++++ Data in this exercise
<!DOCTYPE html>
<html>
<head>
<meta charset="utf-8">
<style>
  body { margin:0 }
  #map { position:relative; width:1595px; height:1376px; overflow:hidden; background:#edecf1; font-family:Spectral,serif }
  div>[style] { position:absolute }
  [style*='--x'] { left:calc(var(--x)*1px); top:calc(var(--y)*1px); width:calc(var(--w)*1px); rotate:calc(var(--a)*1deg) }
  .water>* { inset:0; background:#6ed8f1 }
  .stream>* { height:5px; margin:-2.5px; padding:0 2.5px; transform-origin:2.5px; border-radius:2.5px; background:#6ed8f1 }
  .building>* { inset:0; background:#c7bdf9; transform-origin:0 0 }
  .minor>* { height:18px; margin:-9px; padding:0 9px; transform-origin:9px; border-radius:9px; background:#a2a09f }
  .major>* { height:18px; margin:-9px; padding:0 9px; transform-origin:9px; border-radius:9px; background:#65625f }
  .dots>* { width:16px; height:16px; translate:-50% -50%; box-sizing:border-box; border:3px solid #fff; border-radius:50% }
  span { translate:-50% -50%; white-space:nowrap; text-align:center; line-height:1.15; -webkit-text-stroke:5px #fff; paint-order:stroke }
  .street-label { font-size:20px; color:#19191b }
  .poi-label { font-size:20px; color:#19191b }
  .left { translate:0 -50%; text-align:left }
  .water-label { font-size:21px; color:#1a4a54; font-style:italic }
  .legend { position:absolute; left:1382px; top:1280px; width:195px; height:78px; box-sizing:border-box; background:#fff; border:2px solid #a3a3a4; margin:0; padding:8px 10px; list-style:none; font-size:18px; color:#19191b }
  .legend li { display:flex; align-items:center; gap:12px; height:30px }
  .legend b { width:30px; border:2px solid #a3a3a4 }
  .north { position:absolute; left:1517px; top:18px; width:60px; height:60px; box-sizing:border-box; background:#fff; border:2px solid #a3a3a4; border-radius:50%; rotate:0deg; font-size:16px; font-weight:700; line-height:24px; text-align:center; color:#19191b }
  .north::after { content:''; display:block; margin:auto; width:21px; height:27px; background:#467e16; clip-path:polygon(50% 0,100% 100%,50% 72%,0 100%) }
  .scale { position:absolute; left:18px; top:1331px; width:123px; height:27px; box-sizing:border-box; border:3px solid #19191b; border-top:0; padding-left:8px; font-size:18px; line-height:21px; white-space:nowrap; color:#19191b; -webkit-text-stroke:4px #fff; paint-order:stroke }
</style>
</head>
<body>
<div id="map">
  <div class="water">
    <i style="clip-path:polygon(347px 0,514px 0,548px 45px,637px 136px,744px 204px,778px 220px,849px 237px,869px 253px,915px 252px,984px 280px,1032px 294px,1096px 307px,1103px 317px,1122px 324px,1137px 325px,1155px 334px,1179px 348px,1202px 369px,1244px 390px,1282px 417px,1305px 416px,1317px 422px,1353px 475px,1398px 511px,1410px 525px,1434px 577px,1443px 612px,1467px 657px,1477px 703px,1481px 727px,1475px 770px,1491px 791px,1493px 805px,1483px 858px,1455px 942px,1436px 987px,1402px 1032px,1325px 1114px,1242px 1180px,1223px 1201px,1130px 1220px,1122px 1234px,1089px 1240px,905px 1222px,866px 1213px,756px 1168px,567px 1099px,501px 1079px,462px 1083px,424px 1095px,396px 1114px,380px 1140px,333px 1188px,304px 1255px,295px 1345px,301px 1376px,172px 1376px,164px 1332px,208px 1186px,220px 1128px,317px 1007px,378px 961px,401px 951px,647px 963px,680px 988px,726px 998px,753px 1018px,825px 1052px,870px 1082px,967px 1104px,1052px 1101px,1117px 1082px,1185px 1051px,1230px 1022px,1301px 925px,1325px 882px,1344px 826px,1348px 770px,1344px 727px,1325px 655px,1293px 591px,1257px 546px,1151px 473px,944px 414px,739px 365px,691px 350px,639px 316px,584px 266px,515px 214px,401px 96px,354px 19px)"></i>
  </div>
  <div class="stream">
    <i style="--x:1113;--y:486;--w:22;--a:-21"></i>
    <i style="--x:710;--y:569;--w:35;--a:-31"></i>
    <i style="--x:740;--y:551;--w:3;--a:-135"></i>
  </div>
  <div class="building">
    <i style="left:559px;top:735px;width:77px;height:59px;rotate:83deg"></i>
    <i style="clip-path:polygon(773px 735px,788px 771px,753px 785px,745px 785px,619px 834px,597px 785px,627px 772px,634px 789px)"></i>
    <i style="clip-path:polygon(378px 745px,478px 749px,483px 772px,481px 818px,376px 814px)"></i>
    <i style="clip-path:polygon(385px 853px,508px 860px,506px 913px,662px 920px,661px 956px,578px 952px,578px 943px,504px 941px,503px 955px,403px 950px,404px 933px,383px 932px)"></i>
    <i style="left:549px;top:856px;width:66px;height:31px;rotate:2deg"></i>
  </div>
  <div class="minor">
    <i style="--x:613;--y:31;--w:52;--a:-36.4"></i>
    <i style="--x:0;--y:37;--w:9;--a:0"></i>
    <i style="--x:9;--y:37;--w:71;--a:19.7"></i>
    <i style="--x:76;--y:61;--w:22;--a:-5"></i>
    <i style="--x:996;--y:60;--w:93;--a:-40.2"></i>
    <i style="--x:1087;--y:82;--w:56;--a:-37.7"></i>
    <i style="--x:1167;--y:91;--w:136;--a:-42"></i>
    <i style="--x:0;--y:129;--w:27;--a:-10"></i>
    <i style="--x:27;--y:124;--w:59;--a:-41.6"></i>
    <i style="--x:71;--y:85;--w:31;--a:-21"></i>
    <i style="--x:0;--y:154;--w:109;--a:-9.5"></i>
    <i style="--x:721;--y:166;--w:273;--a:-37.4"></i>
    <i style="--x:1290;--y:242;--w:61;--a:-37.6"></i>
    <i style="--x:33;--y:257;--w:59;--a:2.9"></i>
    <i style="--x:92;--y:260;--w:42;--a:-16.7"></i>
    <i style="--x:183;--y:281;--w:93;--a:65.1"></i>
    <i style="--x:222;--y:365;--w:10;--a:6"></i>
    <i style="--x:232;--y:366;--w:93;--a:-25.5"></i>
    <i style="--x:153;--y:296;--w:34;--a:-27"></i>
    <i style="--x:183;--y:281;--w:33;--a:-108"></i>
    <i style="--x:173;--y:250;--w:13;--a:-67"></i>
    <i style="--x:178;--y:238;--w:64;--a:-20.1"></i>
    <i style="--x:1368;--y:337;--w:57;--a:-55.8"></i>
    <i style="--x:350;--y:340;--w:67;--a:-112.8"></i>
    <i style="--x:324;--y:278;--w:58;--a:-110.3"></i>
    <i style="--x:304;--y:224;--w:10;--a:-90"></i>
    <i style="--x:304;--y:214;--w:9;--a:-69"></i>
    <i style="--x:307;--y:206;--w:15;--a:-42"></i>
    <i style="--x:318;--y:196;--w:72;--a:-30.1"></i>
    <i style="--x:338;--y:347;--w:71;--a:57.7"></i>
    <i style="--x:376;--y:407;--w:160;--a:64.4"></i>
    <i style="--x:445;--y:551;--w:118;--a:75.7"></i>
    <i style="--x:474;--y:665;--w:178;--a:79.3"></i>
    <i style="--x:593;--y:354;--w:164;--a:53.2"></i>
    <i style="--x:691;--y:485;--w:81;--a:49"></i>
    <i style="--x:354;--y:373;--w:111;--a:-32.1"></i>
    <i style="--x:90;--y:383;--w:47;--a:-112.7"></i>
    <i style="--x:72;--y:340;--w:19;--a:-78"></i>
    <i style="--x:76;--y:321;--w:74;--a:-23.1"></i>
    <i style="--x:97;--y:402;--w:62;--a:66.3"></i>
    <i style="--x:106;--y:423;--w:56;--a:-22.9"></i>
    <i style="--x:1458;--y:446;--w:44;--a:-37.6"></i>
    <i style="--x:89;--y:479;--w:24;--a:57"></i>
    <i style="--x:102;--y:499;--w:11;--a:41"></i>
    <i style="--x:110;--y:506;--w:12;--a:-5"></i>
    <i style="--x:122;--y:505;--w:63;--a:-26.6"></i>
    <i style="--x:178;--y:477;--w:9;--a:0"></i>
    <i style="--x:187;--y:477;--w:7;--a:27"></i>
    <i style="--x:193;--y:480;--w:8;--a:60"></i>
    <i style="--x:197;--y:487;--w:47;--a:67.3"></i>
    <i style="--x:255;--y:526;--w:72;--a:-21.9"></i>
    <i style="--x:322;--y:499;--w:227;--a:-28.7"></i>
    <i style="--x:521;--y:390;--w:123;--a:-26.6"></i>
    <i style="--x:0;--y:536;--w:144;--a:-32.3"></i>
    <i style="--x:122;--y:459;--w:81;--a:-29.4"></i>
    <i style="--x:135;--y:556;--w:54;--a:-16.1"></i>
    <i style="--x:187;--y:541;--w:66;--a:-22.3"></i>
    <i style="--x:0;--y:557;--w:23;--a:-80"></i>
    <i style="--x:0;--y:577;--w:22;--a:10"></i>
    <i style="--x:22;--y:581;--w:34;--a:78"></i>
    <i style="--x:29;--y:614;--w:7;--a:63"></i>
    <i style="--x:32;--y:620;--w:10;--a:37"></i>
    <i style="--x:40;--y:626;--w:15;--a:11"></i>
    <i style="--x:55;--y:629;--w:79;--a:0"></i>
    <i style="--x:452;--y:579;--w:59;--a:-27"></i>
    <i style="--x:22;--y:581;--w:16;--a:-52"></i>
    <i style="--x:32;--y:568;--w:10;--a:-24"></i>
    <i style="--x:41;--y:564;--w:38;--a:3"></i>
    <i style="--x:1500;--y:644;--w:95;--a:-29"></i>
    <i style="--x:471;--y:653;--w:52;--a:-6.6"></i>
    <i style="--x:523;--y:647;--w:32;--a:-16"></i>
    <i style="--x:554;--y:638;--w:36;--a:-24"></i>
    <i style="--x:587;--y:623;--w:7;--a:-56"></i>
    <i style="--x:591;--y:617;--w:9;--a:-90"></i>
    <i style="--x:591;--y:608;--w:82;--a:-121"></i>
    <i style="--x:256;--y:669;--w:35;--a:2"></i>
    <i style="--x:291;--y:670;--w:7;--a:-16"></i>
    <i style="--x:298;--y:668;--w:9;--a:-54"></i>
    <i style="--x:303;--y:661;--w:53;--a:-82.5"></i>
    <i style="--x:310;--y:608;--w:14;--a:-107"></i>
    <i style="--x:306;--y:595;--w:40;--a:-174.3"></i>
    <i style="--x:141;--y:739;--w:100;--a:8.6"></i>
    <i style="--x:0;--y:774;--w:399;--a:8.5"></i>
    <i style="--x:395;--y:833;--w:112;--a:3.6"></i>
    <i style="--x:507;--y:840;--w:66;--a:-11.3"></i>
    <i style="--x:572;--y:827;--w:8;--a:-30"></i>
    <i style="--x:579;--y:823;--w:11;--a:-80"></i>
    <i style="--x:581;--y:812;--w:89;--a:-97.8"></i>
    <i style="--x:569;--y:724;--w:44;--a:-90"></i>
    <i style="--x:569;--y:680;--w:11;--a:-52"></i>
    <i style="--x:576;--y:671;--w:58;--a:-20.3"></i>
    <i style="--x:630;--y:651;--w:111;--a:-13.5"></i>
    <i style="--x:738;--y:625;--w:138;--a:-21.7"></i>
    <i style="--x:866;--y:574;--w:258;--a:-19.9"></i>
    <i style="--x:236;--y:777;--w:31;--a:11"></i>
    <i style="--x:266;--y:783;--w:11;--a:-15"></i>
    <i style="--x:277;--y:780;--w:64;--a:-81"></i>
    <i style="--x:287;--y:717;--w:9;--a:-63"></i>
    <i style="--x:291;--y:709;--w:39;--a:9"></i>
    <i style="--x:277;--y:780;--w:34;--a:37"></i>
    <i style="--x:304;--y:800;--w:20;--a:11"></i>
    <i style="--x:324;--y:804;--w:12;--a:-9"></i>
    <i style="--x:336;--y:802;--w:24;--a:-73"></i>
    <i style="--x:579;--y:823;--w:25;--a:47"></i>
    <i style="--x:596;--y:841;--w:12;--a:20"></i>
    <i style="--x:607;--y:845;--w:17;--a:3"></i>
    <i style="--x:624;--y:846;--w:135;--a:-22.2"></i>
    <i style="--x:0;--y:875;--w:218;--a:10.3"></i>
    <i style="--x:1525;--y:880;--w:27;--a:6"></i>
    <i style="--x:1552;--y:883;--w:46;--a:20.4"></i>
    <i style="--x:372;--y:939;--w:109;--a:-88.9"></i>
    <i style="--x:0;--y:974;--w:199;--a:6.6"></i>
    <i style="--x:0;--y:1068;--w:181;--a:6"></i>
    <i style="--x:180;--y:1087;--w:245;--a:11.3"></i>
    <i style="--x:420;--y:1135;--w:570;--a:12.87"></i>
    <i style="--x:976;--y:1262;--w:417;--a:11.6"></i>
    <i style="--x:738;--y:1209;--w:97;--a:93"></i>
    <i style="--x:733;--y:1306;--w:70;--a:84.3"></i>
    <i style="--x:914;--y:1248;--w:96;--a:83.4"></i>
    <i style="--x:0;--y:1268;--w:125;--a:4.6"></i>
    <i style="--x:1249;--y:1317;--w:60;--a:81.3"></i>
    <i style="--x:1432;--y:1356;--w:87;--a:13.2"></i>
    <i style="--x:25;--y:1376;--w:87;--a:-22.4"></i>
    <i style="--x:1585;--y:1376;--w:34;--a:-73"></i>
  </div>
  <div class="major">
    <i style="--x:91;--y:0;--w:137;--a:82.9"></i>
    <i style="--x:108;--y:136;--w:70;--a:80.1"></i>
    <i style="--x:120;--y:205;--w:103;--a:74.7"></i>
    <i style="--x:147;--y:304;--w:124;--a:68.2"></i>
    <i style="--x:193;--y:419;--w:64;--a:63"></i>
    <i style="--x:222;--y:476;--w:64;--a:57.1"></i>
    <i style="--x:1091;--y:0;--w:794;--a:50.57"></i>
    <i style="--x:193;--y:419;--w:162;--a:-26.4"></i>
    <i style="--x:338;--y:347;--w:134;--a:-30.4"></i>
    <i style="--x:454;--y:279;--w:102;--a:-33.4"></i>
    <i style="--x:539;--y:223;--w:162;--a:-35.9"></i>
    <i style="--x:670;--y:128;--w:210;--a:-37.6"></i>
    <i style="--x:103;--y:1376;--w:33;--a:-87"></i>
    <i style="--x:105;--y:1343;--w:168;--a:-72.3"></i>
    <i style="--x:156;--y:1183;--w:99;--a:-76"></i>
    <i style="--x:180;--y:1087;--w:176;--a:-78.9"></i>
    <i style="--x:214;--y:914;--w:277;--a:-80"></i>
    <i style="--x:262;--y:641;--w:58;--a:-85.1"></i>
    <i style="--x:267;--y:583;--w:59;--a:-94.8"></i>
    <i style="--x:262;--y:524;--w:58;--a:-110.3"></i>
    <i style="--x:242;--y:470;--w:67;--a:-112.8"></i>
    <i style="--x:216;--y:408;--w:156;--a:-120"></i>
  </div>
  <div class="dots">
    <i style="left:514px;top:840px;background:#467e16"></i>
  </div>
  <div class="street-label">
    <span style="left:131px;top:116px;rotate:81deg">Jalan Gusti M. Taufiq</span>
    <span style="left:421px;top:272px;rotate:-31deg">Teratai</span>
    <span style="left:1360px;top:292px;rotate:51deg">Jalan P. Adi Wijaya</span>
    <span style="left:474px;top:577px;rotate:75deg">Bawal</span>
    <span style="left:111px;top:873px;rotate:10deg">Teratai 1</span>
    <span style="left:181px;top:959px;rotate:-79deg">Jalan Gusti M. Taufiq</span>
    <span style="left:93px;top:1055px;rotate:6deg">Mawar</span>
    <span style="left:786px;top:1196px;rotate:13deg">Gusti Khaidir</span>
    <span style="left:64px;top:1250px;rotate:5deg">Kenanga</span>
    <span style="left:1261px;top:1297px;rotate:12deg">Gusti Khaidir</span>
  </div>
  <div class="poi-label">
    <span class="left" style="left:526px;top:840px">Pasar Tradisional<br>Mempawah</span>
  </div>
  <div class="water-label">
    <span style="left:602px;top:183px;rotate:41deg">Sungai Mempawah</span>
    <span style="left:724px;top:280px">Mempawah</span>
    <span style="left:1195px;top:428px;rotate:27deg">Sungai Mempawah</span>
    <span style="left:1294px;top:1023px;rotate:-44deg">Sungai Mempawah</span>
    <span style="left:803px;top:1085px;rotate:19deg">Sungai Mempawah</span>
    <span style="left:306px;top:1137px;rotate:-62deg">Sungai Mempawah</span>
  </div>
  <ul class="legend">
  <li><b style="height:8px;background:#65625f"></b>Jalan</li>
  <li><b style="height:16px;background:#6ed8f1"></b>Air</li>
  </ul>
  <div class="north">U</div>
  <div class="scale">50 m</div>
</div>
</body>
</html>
++++++++
• What the exercise asks:
Write down, word for word, the lines above from the one containing "width:30px; border:2px solid" through the one containing "position:absolute; left:18px; top:1331px;", both ends included.

• Task solution:
  .legend b { width:30px; border:2px solid #a3a3a4 }
  .north { position:absolute; left:1517px; top:18px; width:60px; height:60px; box-sizing:border-box; background:#fff; border:2px solid #a3a3a4; border-radius:50%; rotate:0deg; font-size:16px; font-weight:700; line-height:24px; text-align:center; color:#19191b }
  .north::after { content:''; display:block; margin:auto; width:21px; height:27px; background:#467e16; clip-path:polygon(50% 0,100% 100%,50% 72%,0 100%) }
  .scale { position:absolute; left:18px; top:1331px; width:123px; height:27px; box-sizing:border-box; border:3px solid #19191b; border-top:0; padding-left:8px; font-size:18px; line-height:21px; white-space:nowrap; color:#19191b; -webkit-text-stroke:4px #fff; paint-order:stroke }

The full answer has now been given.